遺言と遺留分について

こんばんは,弁護士法人心の岩崎です。

先日の記事で遺留分について話題にしましたので,本日はその続きとして,遺言を作成する立場から

遺留分について考えてみたいと思います。

 

仮に,「長男に全て」という遺言を残したいという方がいるとします。

もちろん,遺言の内容は遺言を作成する方の自由なのですが,遺留分には注意をする必要があります。

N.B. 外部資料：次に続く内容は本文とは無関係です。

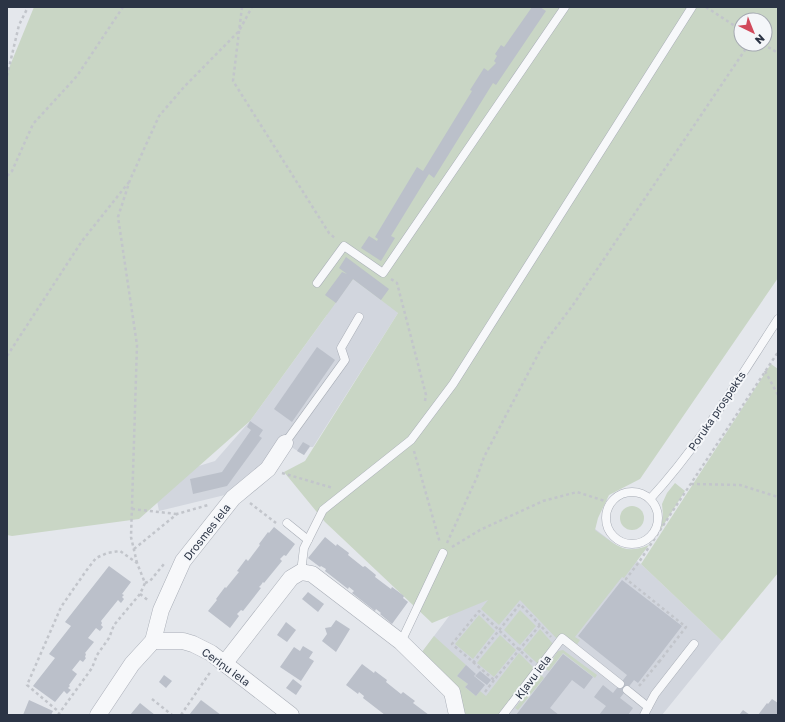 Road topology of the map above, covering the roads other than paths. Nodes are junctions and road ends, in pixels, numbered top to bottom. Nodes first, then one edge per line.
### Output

先日の記事のとおり,遺言によっても遺留分を侵害することはできず,遺留分を侵害されている者は遺留

分を請求できますので,遺言を残して亡くなった後,長男以外の相続人が,遺留分を請求してくる可能性があるのです。

 

遺留分の対策としてはどのようなものが考えられるでしょうか。

1つの考え方として,他の相続人の遺留分を考慮しつつ,遺言を作成するという方法があります。

相続人が子供3人の場合,長男以外の相続人の遺留分は6分の1ずつですので,

「長男には不動産(4000万円),次男と長女には1000万円ずつの預貯金を与える」といった内容にすることが考えられます。

遺留分を全額与えなくとも,一部は財産を与えることとしておき,他の相続人に配慮をみせることにより,将来の紛争を防ぐということも考えられます。

遺留分を考慮せず,全ての財産を長男に与えるという内容で残すのであれば,まずは,なぜそのようにしたのか,しっかりと他の相続人が理解できる物を事前に準備しておくべきです。

次に,相続人が遺留分を請求してきた場合の対策についても,しっかりと検討しておくべきです。

たとえば上述の相続人が3人のケースで,仮に預貯金がなく,不動産(6000万円)を長男に遺したい時に,生前になんの対策もしていなければ,長男以外の相続人の遺留分の請求により,結局長男は不動産を売却してお金を作らざるをえないので,長男に不動産を遺すという目的は果たせなくなってしまいます。

亡くなる際に預金が十分にないことが考えられるケースでは,事前に,受取人を長男とした生命保険金を利用するなどして遺留分の支払に耐えうる現金を準備しておく必要があります。

 

このように,「長男に全ての財産を遺す」といったシンプルな遺言であっても,実現は簡単ではありません。

もちろん,事業の承継の問題,分け方をこまめに定めたい等,複雑な目的を達成したい場合には,遺留分や税金の問題に配慮しつつ,遺言の文言についてしっかりと専門家が検討した上で作成する必要がありますので,必ず弁護士にご相談ください。